Data excerpts: Begin
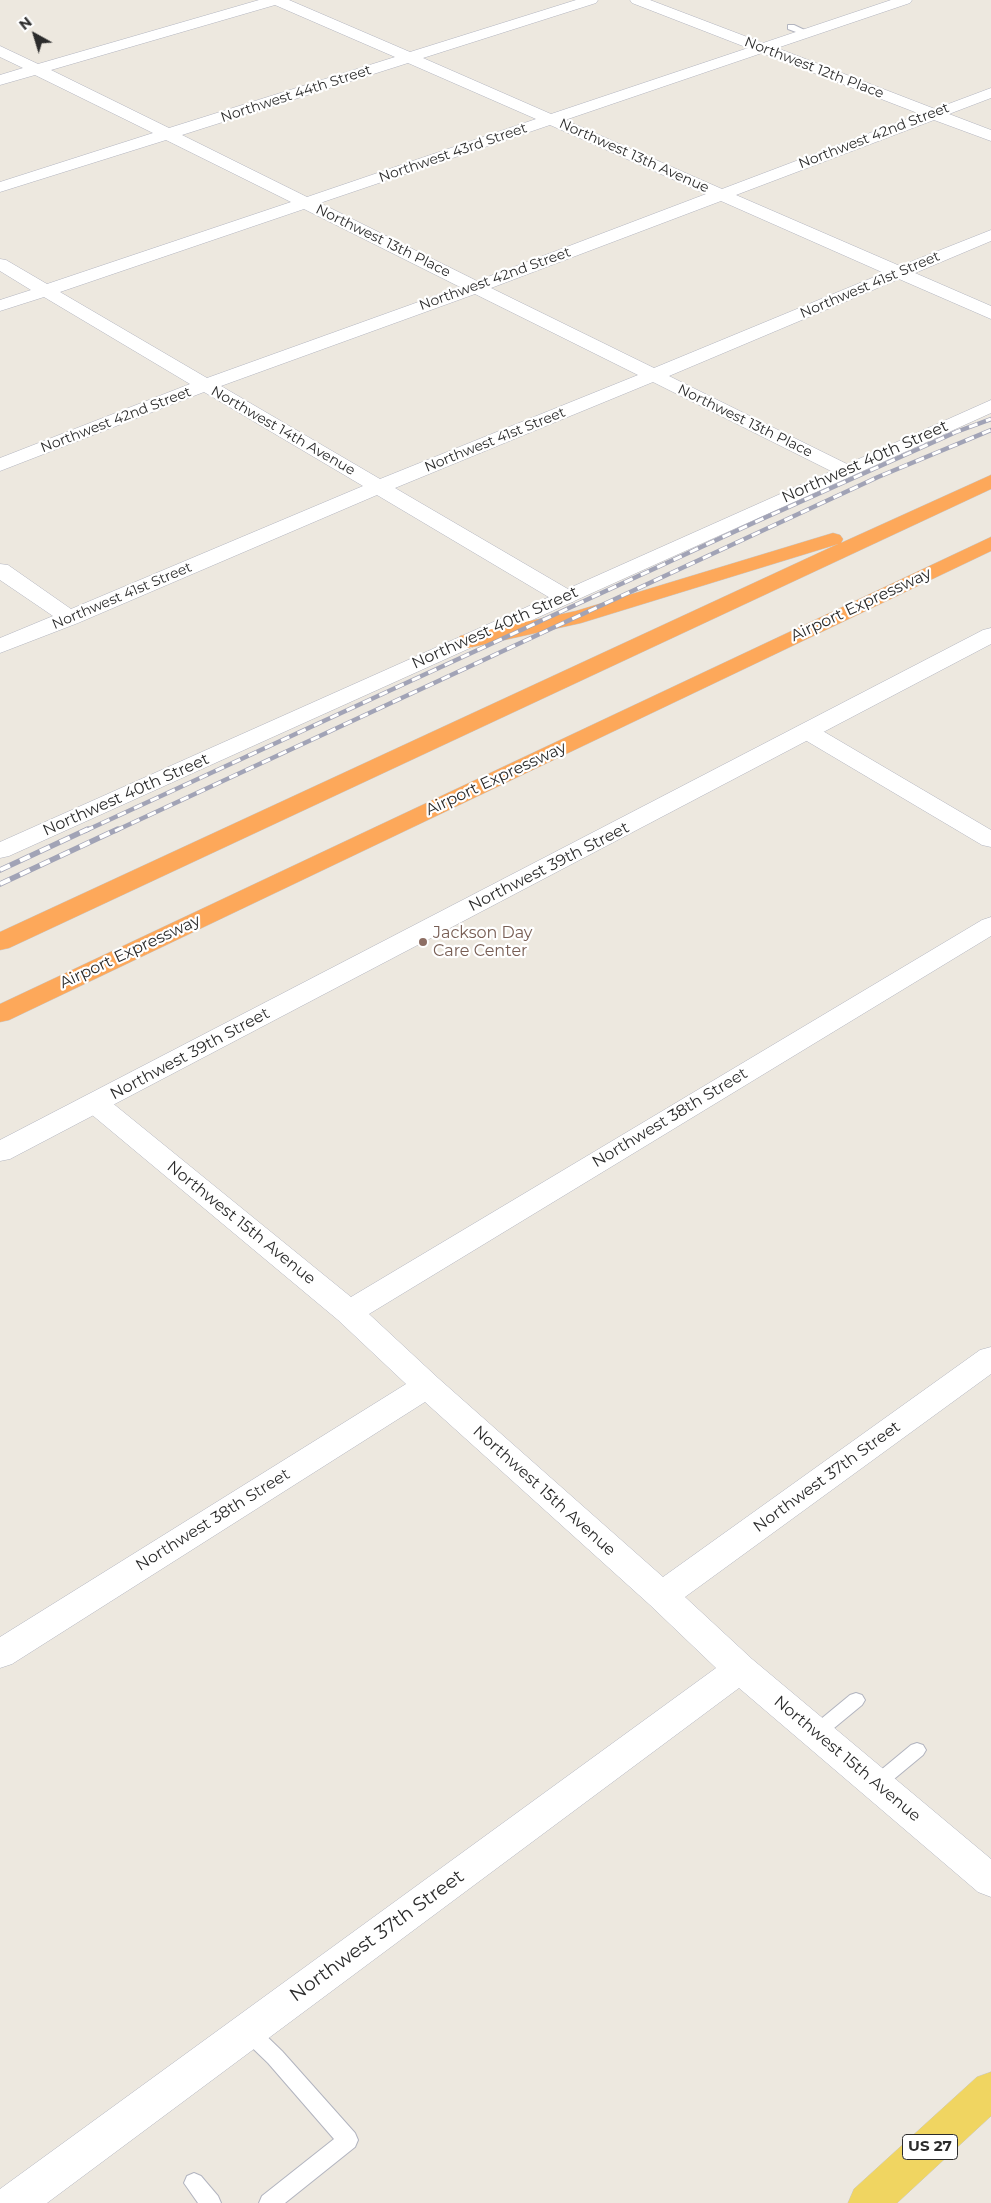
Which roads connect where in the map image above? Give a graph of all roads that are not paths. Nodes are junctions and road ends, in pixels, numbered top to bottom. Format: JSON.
{"nodes":[{"id":1,"x":276,"y":0,"type":"edge"},
{"id":2,"x":591,"y":0,"type":"edge"},
{"id":3,"x":637,"y":0,"type":"edge"},
{"id":4,"x":905,"y":0,"type":"edge"},
{"id":5,"x":791,"y":27,"type":"dead end"},
{"id":6,"x":807,"y":33,"type":"junction"},
{"id":7,"x":763,"y":48,"type":"junction"},
{"id":8,"x":0,"y":50,"type":"edge"},
{"id":9,"x":409,"y":58,"type":"junction"},
{"id":10,"x":37,"y":69,"type":"junction"},
{"id":11,"x":0,"y":80,"type":"edge"},
{"id":12,"x":991,"y":93,"type":"edge"},
{"id":13,"x":934,"y":114,"type":"junction"},
{"id":14,"x":551,"y":120,"type":"junction"},
{"id":15,"x":169,"y":134,"type":"junction"},
{"id":16,"x":991,"y":136,"type":"edge"},
{"id":17,"x":0,"y":187,"type":"edge"},
{"id":18,"x":721,"y":194,"type":"junction"},
{"id":19,"x":306,"y":203,"type":"junction"},
{"id":20,"x":991,"y":235,"type":"edge"},
{"id":21,"x":0,"y":264,"type":"edge"},
{"id":22,"x":900,"y":273,"type":"junction"},
{"id":23,"x":476,"y":287,"type":"junction"},
{"id":24,"x":45,"y":291,"type":"junction"},
{"id":25,"x":0,"y":306,"type":"edge"},
{"id":26,"x":991,"y":312,"type":"edge"},
{"id":27,"x":654,"y":375,"type":"junction"},
{"id":28,"x":205,"y":385,"type":"junction"},
{"id":29,"x":991,"y":406,"type":"edge"},
{"id":30,"x":0,"y":465,"type":"edge"},
{"id":31,"x":846,"y":471,"type":"junction"},
{"id":32,"x":984,"y":484,"type":"edge"},
{"id":33,"x":378,"y":487,"type":"junction"},
{"id":34,"x":991,"y":543,"type":"edge"},
{"id":35,"x":0,"y":570,"type":"edge"},
{"id":36,"x":565,"y":597,"type":"junction"},
{"id":37,"x":70,"y":618,"type":"junction"},
{"id":38,"x":991,"y":636,"type":"edge"},
{"id":39,"x":468,"y":641,"type":"junction"},
{"id":40,"x":0,"y":646,"type":"edge"},
{"id":41,"x":808,"y":732,"type":"junction"},
{"id":42,"x":991,"y":840,"type":"edge"},
{"id":43,"x":0,"y":851,"type":"edge"},
{"id":44,"x":991,"y":925,"type":"edge"},
{"id":45,"x":0,"y":942,"type":"edge"},
{"id":46,"x":0,"y":1014,"type":"edge"},
{"id":47,"x":95,"y":1103,"type":"junction"},
{"id":48,"x":0,"y":1152,"type":"edge"},
{"id":49,"x":348,"y":1312,"type":"junction"},
{"id":50,"x":991,"y":1358,"type":"edge"},
{"id":51,"x":427,"y":1386,"type":"junction"},
{"id":52,"x":662,"y":1596,"type":"junction"},
{"id":53,"x":0,"y":1654,"type":"edge"},
{"id":54,"x":740,"y":1669,"type":"junction"},
{"id":55,"x":856,"y":1700,"type":"dead end"},
{"id":56,"x":816,"y":1732,"type":"junction"},
{"id":57,"x":917,"y":1750,"type":"dead end"},
{"id":58,"x":876,"y":1784,"type":"junction"},
{"id":59,"x":991,"y":1881,"type":"edge"},
{"id":60,"x":248,"y":2031,"type":"junction"},
{"id":61,"x":991,"y":2090,"type":"edge"},
{"id":62,"x":194,"y":2183,"type":"dead end"},
{"id":63,"x":14,"y":2203,"type":"edge"},
{"id":64,"x":211,"y":2203,"type":"edge"},
{"id":65,"x":269,"y":2203,"type":"edge"},
{"id":66,"x":868,"y":2203,"type":"edge"}],
"edges":[{"from":1,"to":9,"type":"street","name":"Northwest 13th Avenue"},
{"from":1,"to":10,"type":"street"},
{"from":2,"to":9,"type":"street","name":"Northwest 44th Street"},
{"from":3,"to":7,"type":"street","name":"Northwest 12th Place"},
{"from":4,"to":6,"type":"street","name":"Northwest 43rd Street"},
{"from":5,"to":6,"type":"lane"},
{"from":6,"to":7,"type":"street","name":"Northwest 43rd Street"},
{"from":7,"to":13,"type":"street","name":"Northwest 12th Place"},
{"from":7,"to":14,"type":"street","name":"Northwest 43rd Street"},
{"from":8,"to":10,"type":"street","name":"Northwest 13th Place"},
{"from":9,"to":14,"type":"street","name":"Northwest 13th Avenue"},
{"from":9,"to":15,"type":"street","name":"Northwest 44th Street"},
{"from":10,"to":11,"type":"street"},
{"from":10,"to":15,"type":"street","name":"Northwest 13th Place"},
{"from":12,"to":13,"type":"street","name":"Northwest 42nd Street"},
{"from":13,"to":16,"type":"street","name":"Northwest 12th Place"},
{"from":13,"to":18,"type":"street","name":"Northwest 42nd Street"},
{"from":14,"to":18,"type":"street","name":"Northwest 13th Avenue"},
{"from":14,"to":19,"type":"street","name":"Northwest 43rd Street"},
{"from":15,"to":17,"type":"street","name":"Northwest 44th Street"},
{"from":15,"to":19,"type":"street","name":"Northwest 13th Place"},
{"from":18,"to":22,"type":"street","name":"Northwest 13th Avenue"},
{"from":18,"to":23,"type":"street","name":"Northwest 42nd Street"},
{"from":19,"to":23,"type":"street","name":"Northwest 13th Place"},
{"from":19,"to":24,"type":"street","name":"Northwest 43rd Street"},
{"from":20,"to":22,"type":"street","name":"Northwest 41st Street"},
{"from":21,"to":24,"type":"street","name":"Northwest 14th Avenue"},
{"from":22,"to":26,"type":"street","name":"Northwest 13th Avenue"},
{"from":22,"to":27,"type":"street","name":"Northwest 41st Street"},
{"from":23,"to":27,"type":"street","name":"Northwest 13th Place"},
{"from":23,"to":28,"type":"street","name":"Northwest 42nd Street"},
{"from":24,"to":25,"type":"street","name":"Northwest 43rd Street"},
{"from":24,"to":28,"type":"street","name":"Northwest 14th Avenue"},
{"from":27,"to":31,"type":"street","name":"Northwest 13th Place"},
{"from":27,"to":33,"type":"street","name":"Northwest 41st Street"},
{"from":28,"to":30,"type":"street","name":"Northwest 42nd Street"},
{"from":28,"to":33,"type":"street","name":"Northwest 14th Avenue"},
{"from":29,"to":31,"type":"street","name":"Northwest 40th Street"},
{"from":31,"to":36,"type":"street","name":"Northwest 40th Street"},
{"from":32,"to":39,"type":"highway"},
{"from":32,"to":45,"type":"highway"},
{"from":33,"to":36,"type":"street","name":"Northwest 14th Avenue"},
{"from":33,"to":37,"type":"street","name":"Northwest 41st Street"},
{"from":34,"to":46,"type":"highway","name":"Airport Expressway"},
{"from":35,"to":37,"type":"street"},
{"from":36,"to":39,"type":"street","name":"Northwest 40th Street"},
{"from":37,"to":40,"type":"street","name":"Northwest 41st Street"},
{"from":38,"to":41,"type":"street","name":"Northwest 39th Street"},
{"from":39,"to":43,"type":"street","name":"Northwest 40th Street"},
{"from":41,"to":42,"type":"street"},
{"from":41,"to":47,"type":"street","name":"Northwest 39th Street"},
{"from":44,"to":49,"type":"street","name":"Northwest 38th Street"},
{"from":47,"to":48,"type":"street","name":"Northwest 39th Street"},
{"from":47,"to":49,"type":"street","name":"Northwest 15th Avenue"},
{"from":49,"to":51,"type":"street","name":"Northwest 15th Avenue"},
{"from":50,"to":52,"type":"street","name":"Northwest 37th Street"},
{"from":51,"to":52,"type":"street","name":"Northwest 15th Avenue"},
{"from":51,"to":53,"type":"street","name":"Northwest 38th Street"},
{"from":52,"to":54,"type":"street","name":"Northwest 15th Avenue"},
{"from":54,"to":56,"type":"street","name":"Northwest 15th Avenue"},
{"from":54,"to":60,"type":"street","name":"Northwest 37th Street"},
{"from":55,"to":56,"type":"lane"},
{"from":56,"to":58,"type":"street","name":"Northwest 15th Avenue"},
{"from":57,"to":58,"type":"lane"},
{"from":58,"to":59,"type":"street","name":"Northwest 15th Avenue"},
{"from":60,"to":63,"type":"street","name":"Northwest 37th Street"},
{"from":60,"to":65,"type":"lane"},
{"from":61,"to":66,"type":"main road","number":"US 27"},
{"from":62,"to":64,"type":"lane"}]}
Data excerpts: End
» Exercise brief
Show every line above in which the word "highway" appears.

» Task response
{"from":32,"to":39,"type":"highway"},
{"from":32,"to":45,"type":"highway"},
{"from":34,"to":46,"type":"highway","name":"Airport Expressway"},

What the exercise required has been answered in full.